(Items listed in a dataset)
++++++++++

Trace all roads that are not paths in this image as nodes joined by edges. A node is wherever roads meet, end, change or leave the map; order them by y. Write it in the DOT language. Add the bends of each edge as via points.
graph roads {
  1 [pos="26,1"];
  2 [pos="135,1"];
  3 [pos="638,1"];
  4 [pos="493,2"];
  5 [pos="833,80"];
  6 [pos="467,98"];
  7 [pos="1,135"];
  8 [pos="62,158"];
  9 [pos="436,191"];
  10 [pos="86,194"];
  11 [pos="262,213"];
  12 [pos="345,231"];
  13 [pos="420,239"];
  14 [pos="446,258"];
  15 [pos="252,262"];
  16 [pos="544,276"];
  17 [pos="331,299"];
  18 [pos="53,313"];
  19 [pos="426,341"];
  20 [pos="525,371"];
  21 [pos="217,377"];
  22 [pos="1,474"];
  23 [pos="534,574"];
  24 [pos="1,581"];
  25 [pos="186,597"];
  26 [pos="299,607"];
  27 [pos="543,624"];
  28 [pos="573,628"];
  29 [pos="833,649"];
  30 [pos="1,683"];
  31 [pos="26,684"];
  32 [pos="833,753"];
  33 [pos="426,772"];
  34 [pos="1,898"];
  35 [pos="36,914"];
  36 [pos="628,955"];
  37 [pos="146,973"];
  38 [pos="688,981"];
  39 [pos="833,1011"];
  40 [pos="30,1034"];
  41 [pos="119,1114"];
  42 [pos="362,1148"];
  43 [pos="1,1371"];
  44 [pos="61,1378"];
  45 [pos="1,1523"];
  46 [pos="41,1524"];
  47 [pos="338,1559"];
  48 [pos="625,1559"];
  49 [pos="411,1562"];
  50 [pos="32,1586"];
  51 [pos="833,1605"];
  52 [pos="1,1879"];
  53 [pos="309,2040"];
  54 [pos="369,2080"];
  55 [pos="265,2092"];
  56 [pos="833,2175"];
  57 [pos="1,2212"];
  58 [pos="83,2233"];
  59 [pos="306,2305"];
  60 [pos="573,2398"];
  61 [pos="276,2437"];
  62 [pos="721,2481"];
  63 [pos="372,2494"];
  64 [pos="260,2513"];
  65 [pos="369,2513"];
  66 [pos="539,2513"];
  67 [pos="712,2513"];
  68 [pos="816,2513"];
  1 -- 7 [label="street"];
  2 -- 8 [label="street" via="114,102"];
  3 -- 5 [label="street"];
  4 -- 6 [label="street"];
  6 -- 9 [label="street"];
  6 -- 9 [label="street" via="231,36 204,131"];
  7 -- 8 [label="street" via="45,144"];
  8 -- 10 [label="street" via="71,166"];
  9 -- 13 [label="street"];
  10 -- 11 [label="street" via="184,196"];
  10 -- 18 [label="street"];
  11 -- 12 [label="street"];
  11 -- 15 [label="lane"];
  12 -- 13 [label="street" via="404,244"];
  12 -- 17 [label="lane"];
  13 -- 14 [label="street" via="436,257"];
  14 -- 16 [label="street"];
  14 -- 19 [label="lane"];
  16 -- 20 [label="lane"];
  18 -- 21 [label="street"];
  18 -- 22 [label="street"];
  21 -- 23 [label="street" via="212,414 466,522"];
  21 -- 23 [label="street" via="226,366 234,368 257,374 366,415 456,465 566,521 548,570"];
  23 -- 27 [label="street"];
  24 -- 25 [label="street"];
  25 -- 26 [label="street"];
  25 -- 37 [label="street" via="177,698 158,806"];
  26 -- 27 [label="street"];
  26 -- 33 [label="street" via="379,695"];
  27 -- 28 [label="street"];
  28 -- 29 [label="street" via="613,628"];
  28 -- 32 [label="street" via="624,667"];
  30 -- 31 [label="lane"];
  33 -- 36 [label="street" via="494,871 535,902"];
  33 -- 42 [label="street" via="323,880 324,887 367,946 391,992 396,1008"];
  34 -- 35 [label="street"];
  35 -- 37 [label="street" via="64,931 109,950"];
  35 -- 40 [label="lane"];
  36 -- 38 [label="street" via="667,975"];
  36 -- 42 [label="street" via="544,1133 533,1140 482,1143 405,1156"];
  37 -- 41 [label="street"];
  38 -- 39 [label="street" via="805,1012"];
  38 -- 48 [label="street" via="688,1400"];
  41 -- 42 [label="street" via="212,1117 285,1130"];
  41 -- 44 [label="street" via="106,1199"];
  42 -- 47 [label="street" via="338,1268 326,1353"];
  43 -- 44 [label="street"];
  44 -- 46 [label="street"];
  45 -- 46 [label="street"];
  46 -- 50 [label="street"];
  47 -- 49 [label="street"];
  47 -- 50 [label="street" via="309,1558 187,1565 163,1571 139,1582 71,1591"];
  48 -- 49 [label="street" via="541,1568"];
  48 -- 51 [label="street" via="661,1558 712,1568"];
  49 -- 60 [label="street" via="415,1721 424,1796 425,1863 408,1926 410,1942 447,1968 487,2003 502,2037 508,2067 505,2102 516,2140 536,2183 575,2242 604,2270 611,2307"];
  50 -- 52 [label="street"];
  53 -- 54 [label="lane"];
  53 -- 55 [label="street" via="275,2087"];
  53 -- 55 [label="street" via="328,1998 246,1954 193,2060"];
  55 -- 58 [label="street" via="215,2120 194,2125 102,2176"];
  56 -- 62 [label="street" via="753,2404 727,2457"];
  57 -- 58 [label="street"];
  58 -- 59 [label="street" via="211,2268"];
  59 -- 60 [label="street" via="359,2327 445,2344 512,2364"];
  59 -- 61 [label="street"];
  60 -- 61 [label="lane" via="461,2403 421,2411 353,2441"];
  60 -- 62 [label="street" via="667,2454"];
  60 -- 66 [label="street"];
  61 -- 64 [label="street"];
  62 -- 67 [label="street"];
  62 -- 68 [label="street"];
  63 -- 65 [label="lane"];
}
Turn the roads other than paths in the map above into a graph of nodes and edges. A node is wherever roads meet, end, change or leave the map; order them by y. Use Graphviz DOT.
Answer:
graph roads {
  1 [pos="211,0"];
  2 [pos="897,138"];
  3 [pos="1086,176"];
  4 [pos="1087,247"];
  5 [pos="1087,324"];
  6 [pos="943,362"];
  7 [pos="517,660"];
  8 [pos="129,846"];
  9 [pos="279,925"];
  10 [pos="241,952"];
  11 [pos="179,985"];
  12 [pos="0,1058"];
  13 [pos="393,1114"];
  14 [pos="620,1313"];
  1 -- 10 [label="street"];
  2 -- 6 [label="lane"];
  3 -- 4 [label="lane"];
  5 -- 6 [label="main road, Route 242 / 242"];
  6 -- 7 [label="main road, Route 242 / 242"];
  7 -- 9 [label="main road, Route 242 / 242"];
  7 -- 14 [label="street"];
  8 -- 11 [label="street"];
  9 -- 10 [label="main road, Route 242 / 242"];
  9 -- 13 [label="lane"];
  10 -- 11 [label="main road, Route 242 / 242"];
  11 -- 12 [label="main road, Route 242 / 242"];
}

++++++++++

:: Aim of the exercise ::
Report every line in the data that holds "wherever", copying each one.

:: The completed task ::
Trace all roads that are not paths in this image as nodes joined by edges. A node is wherever roads meet, end, change or leave the map; order them by y. Write it in the DOT language. Add the bends of each edge as via points.
Turn the roads other than paths in the map above into a graph of nodes and edges. A node is wherever roads meet, end, change or leave the map; order them by y. Use Graphviz DOT.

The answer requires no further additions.